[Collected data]

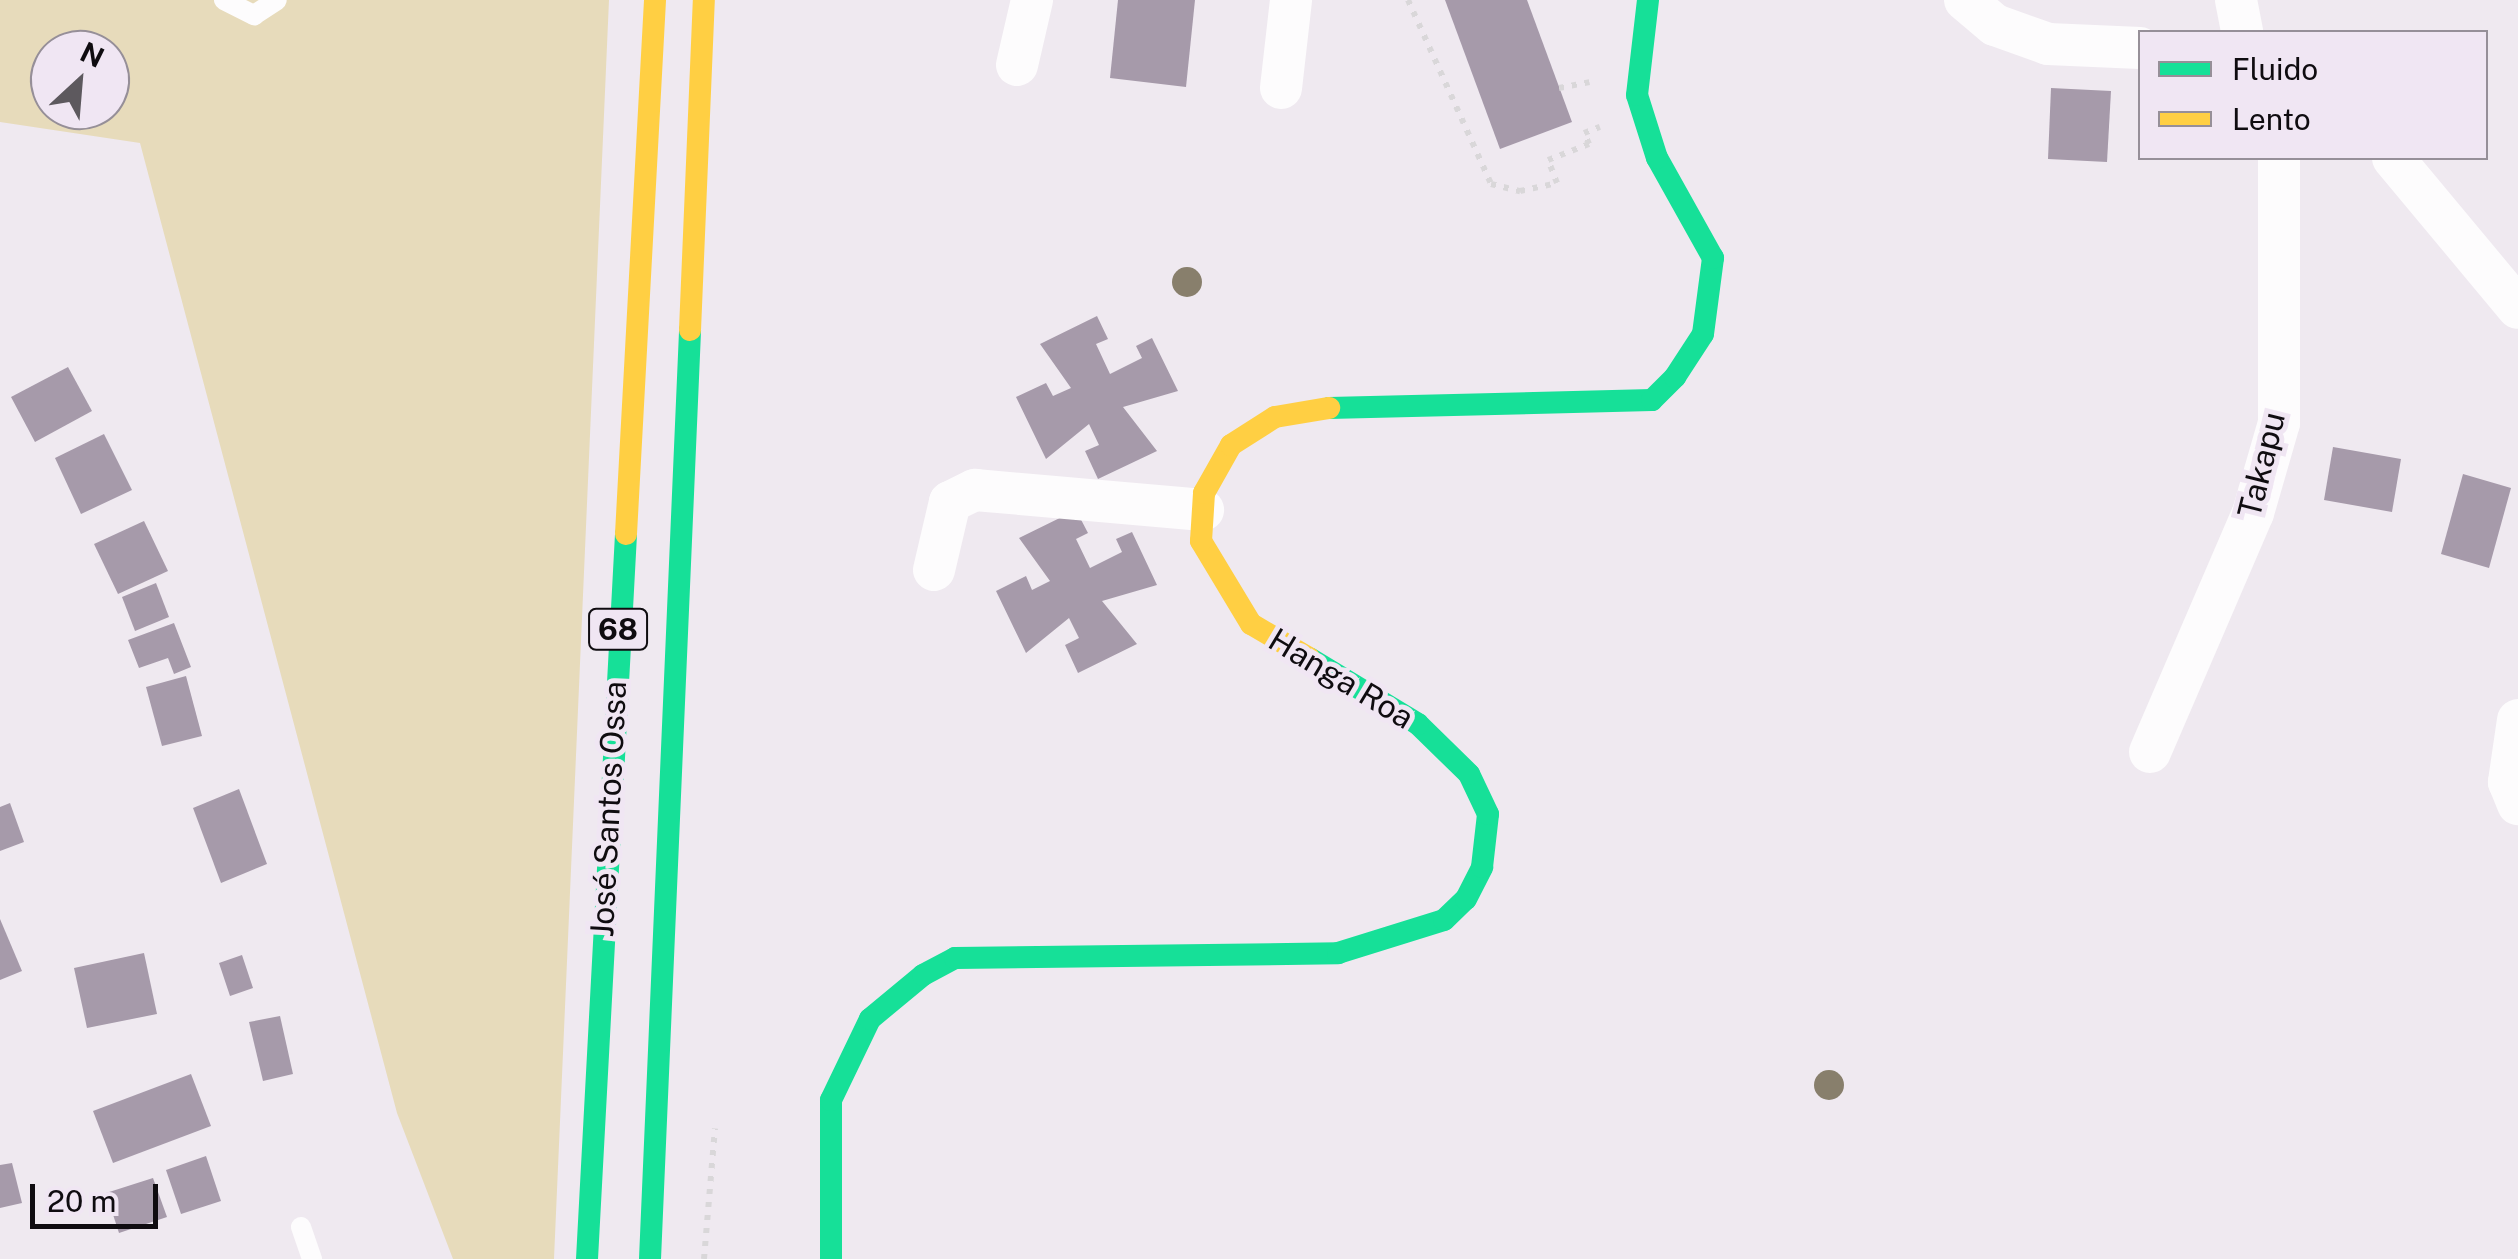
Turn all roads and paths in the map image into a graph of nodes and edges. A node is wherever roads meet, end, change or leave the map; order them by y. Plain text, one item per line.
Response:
1 (224, 0) edge
2 (277, 0) edge
3 (655, 0) edge
4 (704, 0) edge
5 (1032, 0) edge
6 (1291, 0) edge
7 (1408, 0) edge
8 (1648, 0) edge
9 (1965, 0) edge
10 (2236, 0) edge
11 (2242, 30) edge
12 (2138, 48) edge
13 (1017, 65) dead end
14 (1281, 88) dead end
15 (1606, 124) dead end
16 (2279, 160) edge
17 (2395, 160) edge
18 (2518, 308) edge
19 (1203, 510) junction
20 (934, 570) dead end
21 (2518, 720) edge
22 (2150, 752) dead end
23 (2518, 804) edge
24 (715, 1128) dead end
25 (301, 1227) dead end
26 (312, 1259) edge
27 (588, 1259) edge
28 (650, 1259) edge
29 (704, 1259) edge
30 (831, 1259) edge

1 - 2 lane
3 - 27 main road, José Santos Ossa / 68
4 - 28 main road, José Santos Ossa / 68
5 - 13 street
6 - 14 street
7 - 15 path
8 - 19 main road
9 - 12 street
10 - 11 street
16 - 22 street, Takapu
17 - 18 street
19 - 20 street
19 - 30 main road, Hanga Roa
21 - 23 street
24 - 29 path
25 - 26 lane

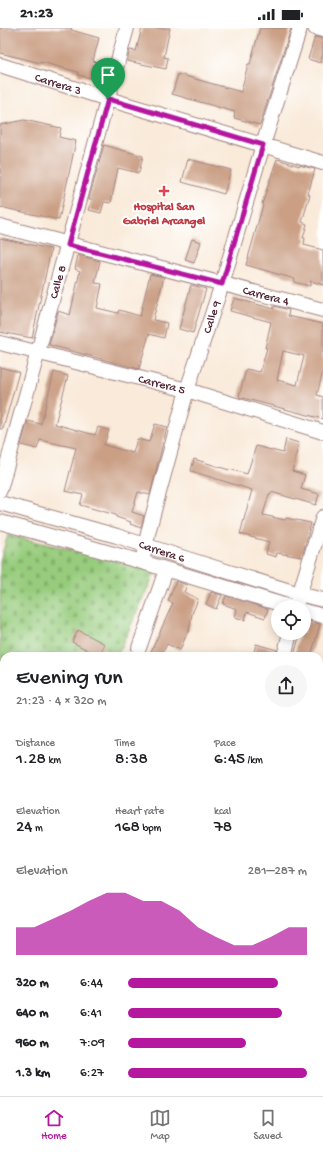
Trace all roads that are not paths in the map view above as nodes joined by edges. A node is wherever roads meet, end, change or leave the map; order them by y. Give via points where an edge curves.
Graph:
1 (127, 28) edge
2 (300, 28) edge
3 (315, 28) edge
4 (323, 30) edge
5 (0, 65) edge
6 (108, 99) junction
7 (263, 145) junction
8 (323, 163) edge
9 (0, 226) edge
10 (68, 245) junction
11 (222, 284) junction
12 (323, 310) edge
13 (0, 343) edge
14 (38, 352) junction
15 (187, 390) junction
16 (323, 432) edge
17 (0, 490) edge
18 (0, 503) edge
19 (323, 516) edge
20 (0, 522) edge
21 (146, 546) junction
22 (142, 562) junction
23 (166, 570) junction
24 (298, 600) edge
25 (311, 600) edge
26 (323, 600) edge
27 (271, 601) edge
28 (311, 613) edge
29 (323, 616) edge
30 (288, 640) edge
31 (139, 648) dead end
32 (285, 652) edge

1 - 6 street, Calle 8
2 - 7 street, Calle 9
3 - 4 street
5 - 6 street, Carrera 3
6 - 7 street, Carrera 3
6 - 10 street, Calle 8
7 - 8 street, Carrera 3
7 - 11 street, Calle 9
9 - 10 street, Carrera 4
10 - 11 street, Carrera 4
10 - 14 street, Calle 8
11 - 12 street, Carrera 4
11 - 15 street, Calle 9
13 - 14 street, Carrera 5
14 - 15 street, Carrera 5
14 - 17 street, Calle 8
15 - 16 street, Carrera 5
15 - 21 street, Calle 9
18 - 21 street, Carrera 6
19 - 24 street
20 - 22 street, Carrera 6
21 - 22 street, Calle 9
21 - 24 street, Carrera 6
22 - 23 street, Carrera 6
23 - 27 street, Carrera 6
23 - 31 street
25 - 26 street, Carrera 6
28 - 29 street
30 - 32 street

** AIM OF THE EXERCISE **
Output all of the data above exactly; no pictures should appear.

** RESPONSE TO THE EXERCISE **
Turn all roads and paths in the map image into a graph of nodes and edges. A node is wherever roads meet, end, change or leave the map; order them by y. Plain text, one item per line.
Response:
1 (224, 0) edge
2 (277, 0) edge
3 (655, 0) edge
4 (704, 0) edge
5 (1032, 0) edge
6 (1291, 0) edge
7 (1408, 0) edge
8 (1648, 0) edge
9 (1965, 0) edge
10 (2236, 0) edge
11 (2242, 30) edge
12 (2138, 48) edge
13 (1017, 65) dead end
14 (1281, 88) dead end
15 (1606, 124) dead end
16 (2279, 160) edge
17 (2395, 160) edge
18 (2518, 308) edge
19 (1203, 510) junction
20 (934, 570) dead end
21 (2518, 720) edge
22 (2150, 752) dead end
23 (2518, 804) edge
24 (715, 1128) dead end
25 (301, 1227) dead end
26 (312, 1259) edge
27 (588, 1259) edge
28 (650, 1259) edge
29 (704, 1259) edge
30 (831, 1259) edge

1 - 2 lane
3 - 27 main road, José Santos Ossa / 68
4 - 28 main road, José Santos Ossa / 68
5 - 13 street
6 - 14 street
7 - 15 path
8 - 19 main road
9 - 12 street
10 - 11 street
16 - 22 street, Takapu
17 - 18 street
19 - 20 street
19 - 30 main road, Hanga Roa
21 - 23 street
24 - 29 path
25 - 26 lane

Trace all roads that are not paths in the map view above as nodes joined by edges. A node is wherever roads meet, end, change or leave the map; order them by y. Give via points where an edge curves.
Graph:
1 (127, 28) edge
2 (300, 28) edge
3 (315, 28) edge
4 (323, 30) edge
5 (0, 65) edge
6 (108, 99) junction
7 (263, 145) junction
8 (323, 163) edge
9 (0, 226) edge
10 (68, 245) junction
11 (222, 284) junction
12 (323, 310) edge
13 (0, 343) edge
14 (38, 352) junction
15 (187, 390) junction
16 (323, 432) edge
17 (0, 490) edge
18 (0, 503) edge
19 (323, 516) edge
20 (0, 522) edge
21 (146, 546) junction
22 (142, 562) junction
23 (166, 570) junction
24 (298, 600) edge
25 (311, 600) edge
26 (323, 600) edge
27 (271, 601) edge
28 (311, 613) edge
29 (323, 616) edge
30 (288, 640) edge
31 (139, 648) dead end
32 (285, 652) edge

1 - 6 street, Calle 8
2 - 7 street, Calle 9
3 - 4 street
5 - 6 street, Carrera 3
6 - 7 street, Carrera 3
6 - 10 street, Calle 8
7 - 8 street, Carrera 3
7 - 11 street, Calle 9
9 - 10 street, Carrera 4
10 - 11 street, Carrera 4
10 - 14 street, Calle 8
11 - 12 street, Carrera 4
11 - 15 street, Calle 9
13 - 14 street, Carrera 5
14 - 15 street, Carrera 5
14 - 17 street, Calle 8
15 - 16 street, Carrera 5
15 - 21 street, Calle 9
18 - 21 street, Carrera 6
19 - 24 street
20 - 22 street, Carrera 6
21 - 22 street, Calle 9
21 - 24 street, Carrera 6
22 - 23 street, Carrera 6
23 - 27 street, Carrera 6
23 - 31 street
25 - 26 street, Carrera 6
28 - 29 street
30 - 32 street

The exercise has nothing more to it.